А нам и это было на руку, иначе можно представить себе, что делалось бы вечером, ночью...
Надо сказать, что попавшие в крепость - Сараев, Шегабутдинов и Стрельцов - одни из лучших наших товарищей, тоже, но по-своему и в других целях, боролись в крепости с пьяным разгулом. Они знали, что в пьяном, буйном море прежде всего утопят военный совет и штаб дивизии. Так каждый по-своему и в своих интересах оберегал крепость от повального пьянства.
Шумно бушевала крепость. Она собой напоминала встревоженный табор, когда он под близкой опасностью наспех готовится к бою, в звонком зуде второпях оттачивает тонкие кинжалы, жирокоперые шашки, недосягаемой, высочайшей напрягся нотой и дрожмя дрожит в предчувствии неминуемой близкой сечи. Эта лихорадочная беготня, этот ревущий, неумолчный гомон, воспламеняющие крики, чьи-то кому-то обрывочные, безнадежные, бессвязные приказы охрипшей глоткой, раздраженные вопросы, дикие, но бессильные угрозы - звериным ревом дрожит над крепостью мятежный гул. Никакого начальства. Никакого управления. Долой все к черту!
– крепостная масса сама разрешит все свои вопросы. О том говорили дикие крики и сумасшедшая суета.
Но уже просвечивали первые признаки организации. Чутьем чуяли мятежники, что без организации ничего не поделать. Долго еще не уходиться разгульному самовольству, еще долго крепость станет сама, гулом и воем своих собраний, обсуждать вопросы, но к тому идет, и придет время (пришло бы оно!), когда зажмет железная рука разбушевавшиеся толпы, заклешит их недвижимо дисциплиной плети, шашки, свинцовой пули и поведет, прикажет идти.
И пойдут - покорные, безвольные, не видя, не понимая своего нежданного пути.
Ночью у казарм, когда только выступали, раскололись мнения: одни говорили, что надо тотчас идти на штаб дивизии, захватить его и арестовать или тут же прикончить все начальство.

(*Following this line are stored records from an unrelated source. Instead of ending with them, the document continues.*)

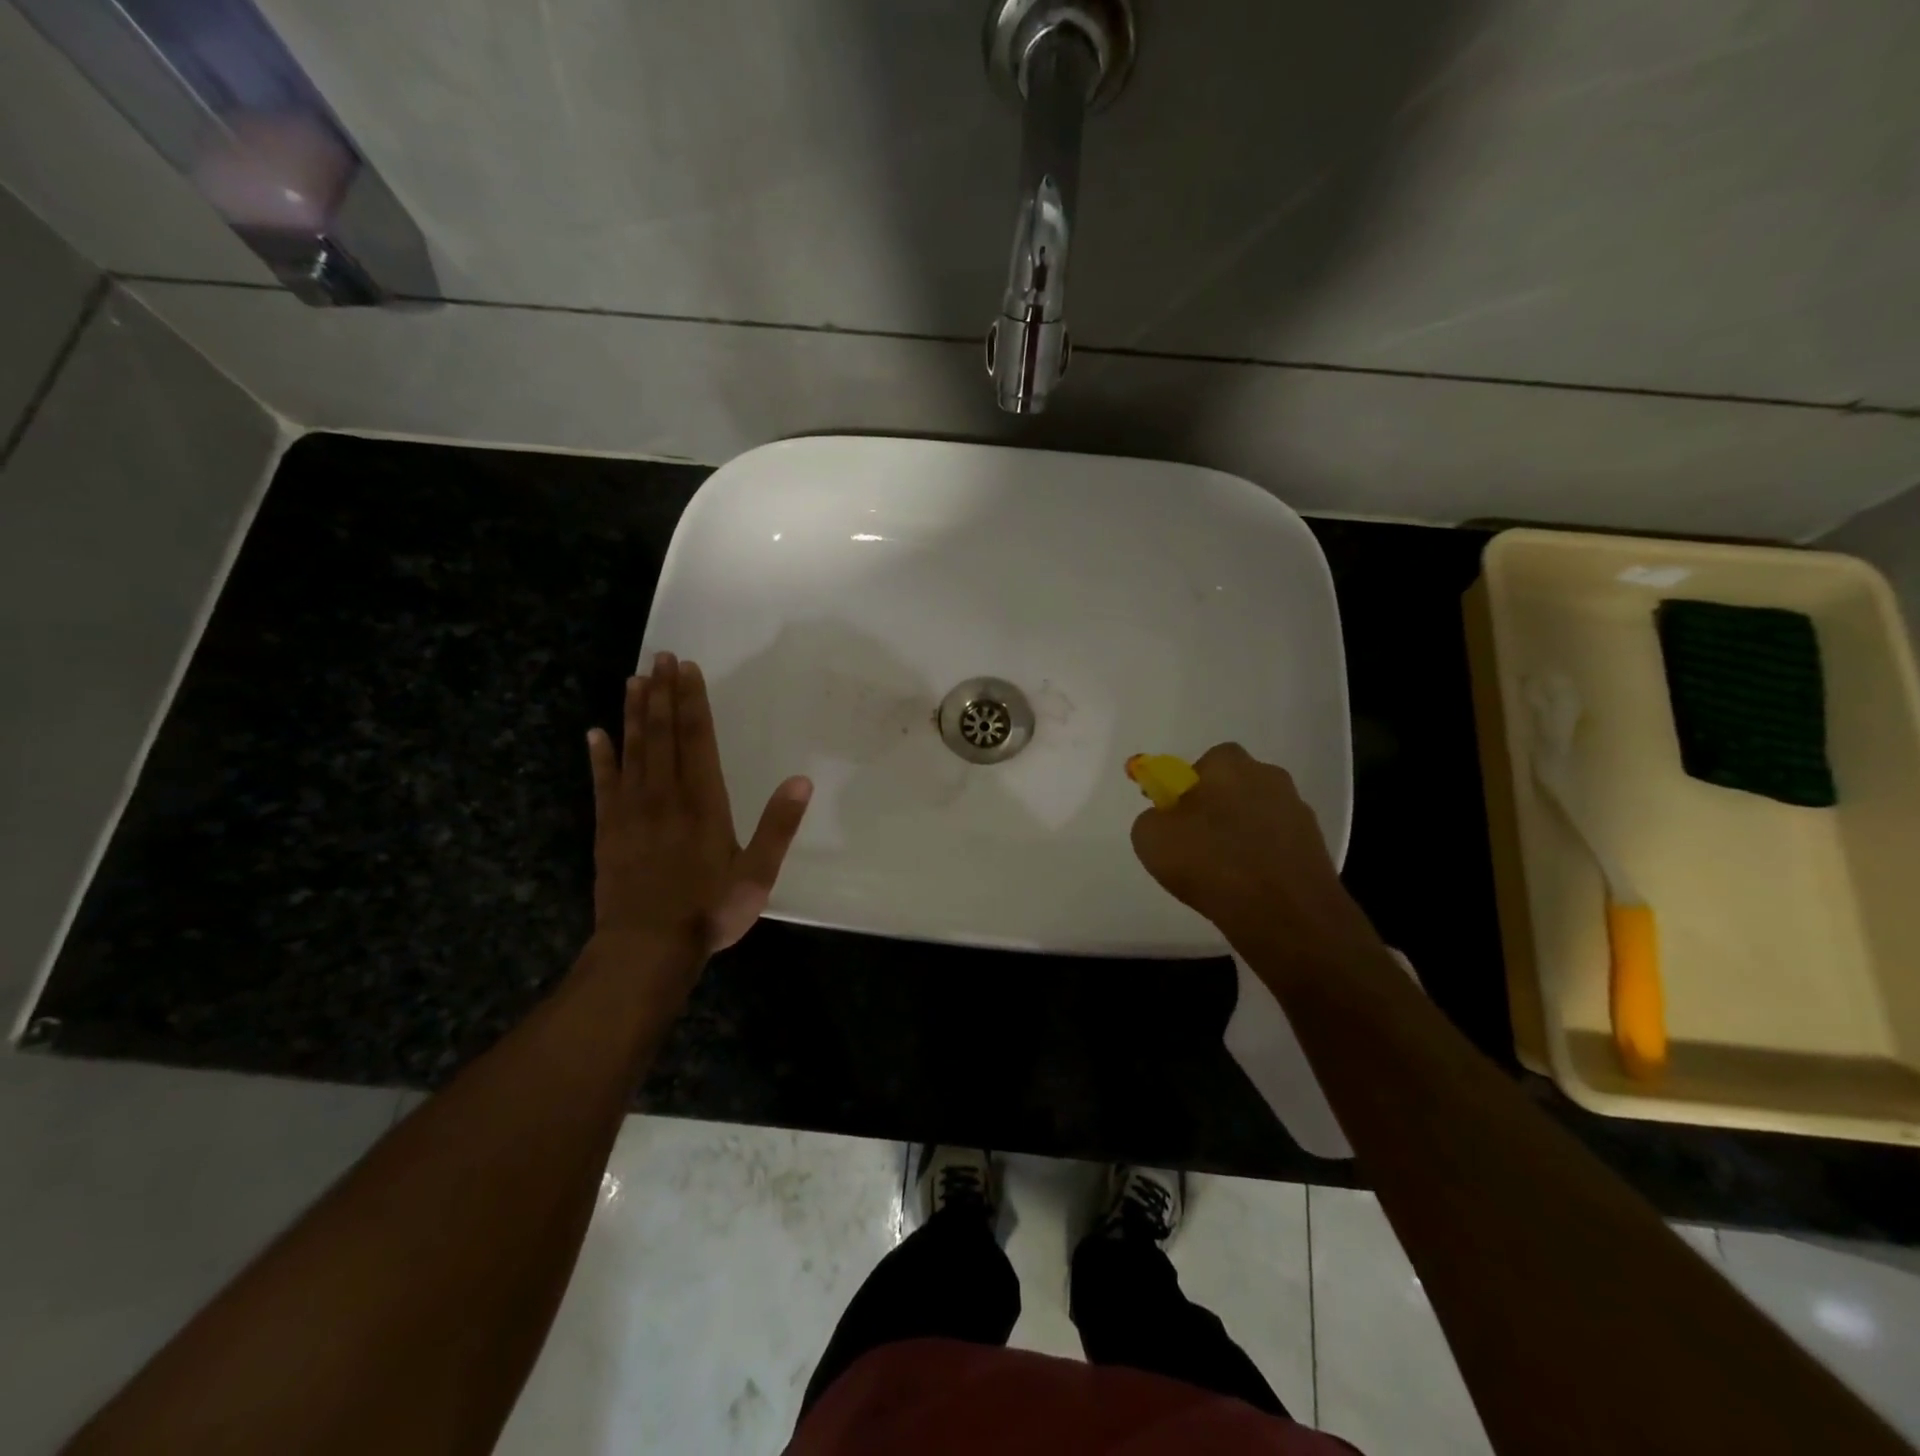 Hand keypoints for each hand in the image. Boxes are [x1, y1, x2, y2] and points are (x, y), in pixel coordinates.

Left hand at [587, 652, 811, 958]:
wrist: (646, 949)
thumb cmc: (708, 911)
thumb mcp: (757, 874)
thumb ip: (779, 826)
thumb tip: (802, 781)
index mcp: (704, 803)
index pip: (697, 740)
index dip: (693, 702)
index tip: (687, 669)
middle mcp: (665, 796)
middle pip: (662, 735)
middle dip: (662, 694)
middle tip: (659, 657)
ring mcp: (632, 811)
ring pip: (632, 751)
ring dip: (633, 714)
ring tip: (634, 680)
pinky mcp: (608, 830)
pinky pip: (603, 784)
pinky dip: (599, 757)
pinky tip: (595, 733)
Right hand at [1130, 743, 1373, 958]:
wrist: (1282, 914)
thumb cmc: (1209, 862)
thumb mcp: (1150, 837)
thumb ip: (1154, 817)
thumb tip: (1166, 820)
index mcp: (1229, 765)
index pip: (1205, 763)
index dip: (1188, 788)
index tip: (1177, 818)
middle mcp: (1269, 777)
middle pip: (1236, 787)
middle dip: (1218, 808)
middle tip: (1198, 844)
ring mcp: (1298, 812)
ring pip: (1258, 816)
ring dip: (1243, 835)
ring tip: (1224, 873)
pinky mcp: (1317, 847)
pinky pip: (1277, 845)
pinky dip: (1263, 859)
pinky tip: (1249, 887) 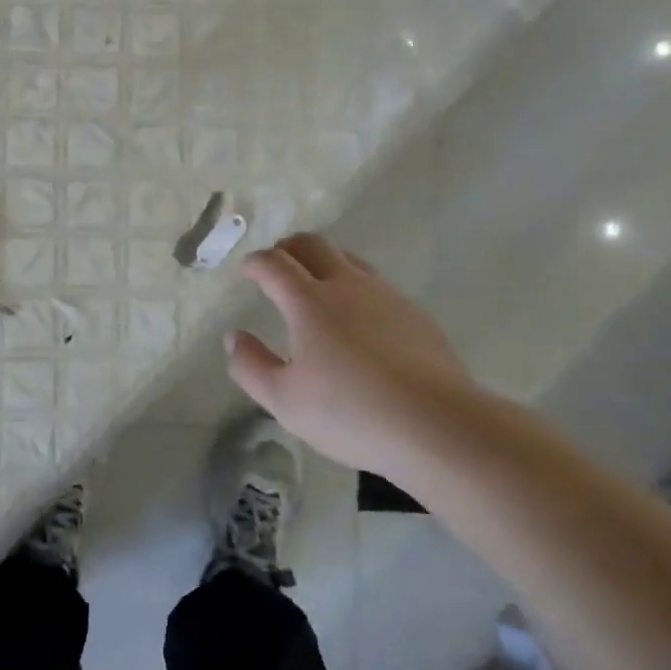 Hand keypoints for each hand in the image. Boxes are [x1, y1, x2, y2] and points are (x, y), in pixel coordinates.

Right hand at [226, 233, 479, 479]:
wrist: (436, 424)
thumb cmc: (349, 413)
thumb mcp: (284, 400)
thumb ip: (251, 366)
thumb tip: (234, 337)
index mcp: (309, 302)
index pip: (275, 264)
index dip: (256, 262)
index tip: (247, 269)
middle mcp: (347, 286)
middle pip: (314, 245)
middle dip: (289, 247)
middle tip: (277, 262)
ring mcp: (387, 296)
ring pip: (350, 260)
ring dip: (325, 262)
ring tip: (316, 284)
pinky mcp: (415, 314)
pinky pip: (377, 284)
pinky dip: (356, 286)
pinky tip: (359, 317)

Другие урезонивали и до подхода 26-го полка не решались на этот шаг, зато крепость захватить считали весьма полезным:
во-первых - прибрать в ней к рукам оружие;
во-вторых - укрепиться, приготовиться к встрече;
в-третьих - подогреть на выступление остальные части;
наконец - разбудить деревни, привлечь и вовлечь сразу в дело массу крестьянства.

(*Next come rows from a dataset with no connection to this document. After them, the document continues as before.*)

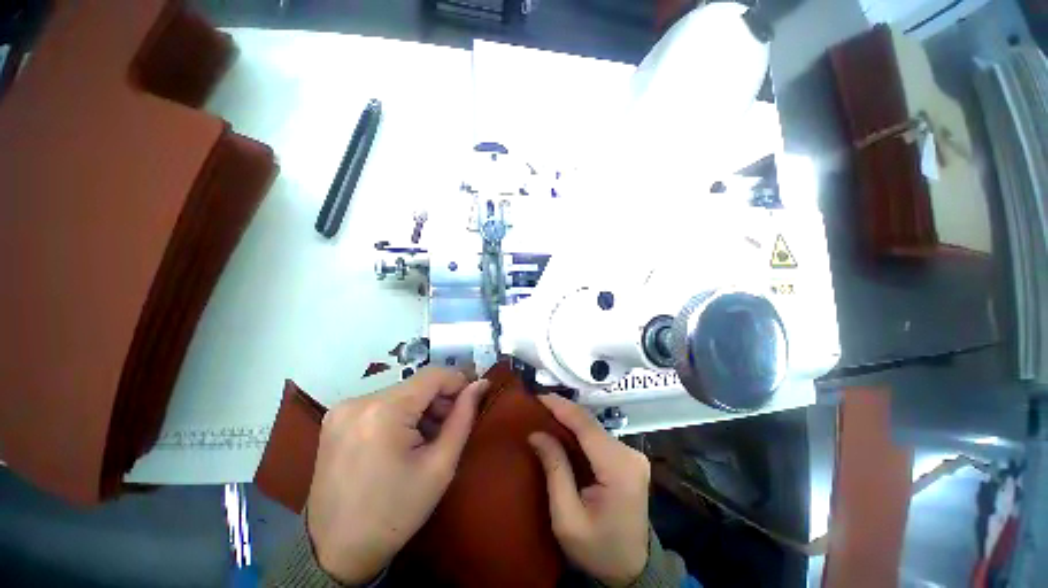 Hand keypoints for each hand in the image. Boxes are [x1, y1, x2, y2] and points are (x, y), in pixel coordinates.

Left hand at [306, 368, 489, 584]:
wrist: (336, 551)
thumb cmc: (395, 512)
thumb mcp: (440, 466)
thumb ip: (464, 417)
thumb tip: (481, 384)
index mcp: (383, 411)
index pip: (433, 374)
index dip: (457, 381)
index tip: (470, 400)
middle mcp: (359, 401)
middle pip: (416, 384)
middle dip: (439, 399)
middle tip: (449, 427)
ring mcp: (343, 409)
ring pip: (400, 392)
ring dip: (421, 407)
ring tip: (427, 438)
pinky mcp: (337, 418)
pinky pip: (382, 403)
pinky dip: (401, 414)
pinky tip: (404, 440)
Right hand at [529, 395, 649, 587]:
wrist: (632, 569)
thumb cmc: (598, 549)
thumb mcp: (567, 518)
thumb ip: (555, 470)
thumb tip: (537, 433)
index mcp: (619, 468)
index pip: (586, 425)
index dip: (561, 406)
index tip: (538, 396)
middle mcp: (630, 454)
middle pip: (591, 423)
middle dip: (563, 410)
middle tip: (537, 403)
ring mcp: (632, 455)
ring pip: (594, 427)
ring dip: (570, 419)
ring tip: (546, 412)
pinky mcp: (629, 458)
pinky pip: (598, 437)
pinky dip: (579, 430)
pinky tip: (563, 428)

Со своей точки, правы были, конечно, первые. В интересах восставших надо было действовать решительно уже с первого момента. Что-нибудь одно: или у штадива есть силы - и тогда от сил этих не укроешься в крепости, ожидая 26-й полк; или у штадива нет достаточных сил - и тогда зачем ждать подхода новых сил, когда управишься легко и теми, что есть налицо? Правы были первые: быстрым ударом надо было грохнуть на штадив, нас всех арестовать, а может быть, и расстрелять. Власть захватить немедля и полностью, произвести массовые аресты, заявить о единой собственной власти, - словом, всем и во всем показать, что за тобой победа! А мятежники - так они сделали? Ничего подобного: они только наполовину заявили о своей победе, а дальше - открыли с нами целую серию переговоров и совещаний, как в тину, затянули себя в споры и обсужденья, в этой тине сами и увязли. Мы их в эту тину усиленно тащили, ибо при данных обстоятельствах только здесь было наше спасение, спасение нашего дела. Мятежники выступили с грозными словами, но грозных дел совершить не сумели. Их сбивало с толку предположение, что в особом, у нас и в трибунале - много сил: недаром после того как вооружились они награбленным из транспорта оружием и готовы были идти из казарм в крепость, выслали сначала сильные дозоры к особому и трибуналу - ждали оттуда удара.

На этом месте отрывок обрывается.